EuropaBio
- Company type: Advocacy group
- Industry: Biotechnology
- Founded: 1996
- Headquarters: Brussels, Belgium
- Key people: Dr. Claire Skentelbery, Director General;
- Website: www.europabio.org

= EuropaBio =

European biotech industry group

EuropaBio ("The European Association for Bioindustries") is Europe's largest and most influential biotech industry group, whose members include leading large-size healthcare and industrial biotechnology companies. EuropaBio is located in Brussels, Belgium. The organisation was initiated in 1996 to represent the interests of the biotechnology industry at the European level, and therefore influence legislation that serves the interests of biotechnology companies in Europe.

==Activity and goals==
EuropaBio is engaged in dialogue with the European Parliament, the European Commission, and the Council of Ministers to influence legislation on biotechnology.

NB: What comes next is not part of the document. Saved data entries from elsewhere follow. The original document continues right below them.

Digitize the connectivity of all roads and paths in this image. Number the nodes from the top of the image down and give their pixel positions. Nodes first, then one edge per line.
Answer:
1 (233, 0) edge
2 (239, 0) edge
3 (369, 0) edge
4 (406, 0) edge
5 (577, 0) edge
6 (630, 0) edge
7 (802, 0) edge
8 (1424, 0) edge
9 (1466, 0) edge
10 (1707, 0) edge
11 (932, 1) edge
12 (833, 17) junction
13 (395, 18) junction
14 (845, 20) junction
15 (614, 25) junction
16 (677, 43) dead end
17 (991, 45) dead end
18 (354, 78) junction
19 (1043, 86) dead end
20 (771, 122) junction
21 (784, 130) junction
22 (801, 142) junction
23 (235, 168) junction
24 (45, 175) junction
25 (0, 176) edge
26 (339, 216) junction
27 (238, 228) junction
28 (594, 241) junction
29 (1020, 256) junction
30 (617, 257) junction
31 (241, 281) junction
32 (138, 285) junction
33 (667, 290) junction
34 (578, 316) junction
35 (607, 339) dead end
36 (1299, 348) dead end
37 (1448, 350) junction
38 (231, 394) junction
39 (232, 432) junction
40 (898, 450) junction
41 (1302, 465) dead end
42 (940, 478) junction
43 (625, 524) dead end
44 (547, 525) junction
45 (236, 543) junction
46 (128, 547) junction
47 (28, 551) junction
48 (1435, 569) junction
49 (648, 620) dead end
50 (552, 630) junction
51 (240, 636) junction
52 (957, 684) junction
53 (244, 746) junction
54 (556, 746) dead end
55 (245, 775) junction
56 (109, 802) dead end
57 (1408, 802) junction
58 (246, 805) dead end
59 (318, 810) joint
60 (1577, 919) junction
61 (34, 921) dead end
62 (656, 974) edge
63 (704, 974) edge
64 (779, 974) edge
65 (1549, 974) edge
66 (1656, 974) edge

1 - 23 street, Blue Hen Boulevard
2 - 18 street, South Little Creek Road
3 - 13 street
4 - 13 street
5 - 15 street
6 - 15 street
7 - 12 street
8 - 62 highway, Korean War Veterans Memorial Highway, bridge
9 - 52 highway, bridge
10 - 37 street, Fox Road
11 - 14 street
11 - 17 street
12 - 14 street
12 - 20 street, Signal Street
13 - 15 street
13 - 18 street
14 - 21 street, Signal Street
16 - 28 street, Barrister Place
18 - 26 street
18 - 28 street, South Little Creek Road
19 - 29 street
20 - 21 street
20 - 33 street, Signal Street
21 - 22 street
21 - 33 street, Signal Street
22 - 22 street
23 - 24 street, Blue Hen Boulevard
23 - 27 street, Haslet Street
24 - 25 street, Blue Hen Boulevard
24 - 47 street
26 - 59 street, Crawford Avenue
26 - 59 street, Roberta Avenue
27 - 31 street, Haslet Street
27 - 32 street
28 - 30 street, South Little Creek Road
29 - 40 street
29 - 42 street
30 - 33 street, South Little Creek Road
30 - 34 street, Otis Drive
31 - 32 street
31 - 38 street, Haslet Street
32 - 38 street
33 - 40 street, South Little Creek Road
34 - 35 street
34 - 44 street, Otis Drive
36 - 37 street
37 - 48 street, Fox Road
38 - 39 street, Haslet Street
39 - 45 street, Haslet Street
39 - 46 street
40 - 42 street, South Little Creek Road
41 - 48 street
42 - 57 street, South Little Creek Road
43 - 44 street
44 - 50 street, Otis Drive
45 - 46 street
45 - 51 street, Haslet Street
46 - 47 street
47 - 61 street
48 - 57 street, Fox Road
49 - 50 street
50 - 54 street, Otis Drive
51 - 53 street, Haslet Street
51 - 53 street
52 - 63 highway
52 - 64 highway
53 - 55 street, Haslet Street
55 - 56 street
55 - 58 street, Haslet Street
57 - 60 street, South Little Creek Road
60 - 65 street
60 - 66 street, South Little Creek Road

EuropaBio represents two sectors of the biotech industry.
- White or industrial biotechnology is the application of biotechnology for industrial purposes, including manufacturing, alternative energy (or "bioenergy") biofuels, and biomaterials.
- Red or healthcare biotechnology is the application of biotechnology for the production of medicines and therapies.

EuropaBio's stated goals are:
- promoting an innovative, coherent, and dynamic biotechnology-based industry in Europe;
- advocating free and open markets and the removal of barriers to competitiveness with other areas of the world;
- committing to an open, transparent, and informed dialogue with all stakeholders about the ethical, social, and economic aspects of biotechnology and its benefits;
- championing the socially responsible use of biotechnology to ensure that its potential is fully used to the benefit of humans and their environment.

EuropaBio's primary focus is the European Union but because of the global character of the biotech business, it also represents its members in transatlantic and worldwide forums.

==Organisation==
EuropaBio has a board of management made up of representatives from among its industry members. Since 2023, Dr. Sarah Reisinger representing dsm-firmenich is chair of the board.

The board is assisted by sectoral councils representing the main segments of EuropaBio – healthcare (red biotech), and industrial (white biotech).

Additionally, National Associations are represented through the National Associations Council.

Experts from member companies and national associations participate in EuropaBio's working groups which cover a wide range of issues and areas of concern of biotech enterprises.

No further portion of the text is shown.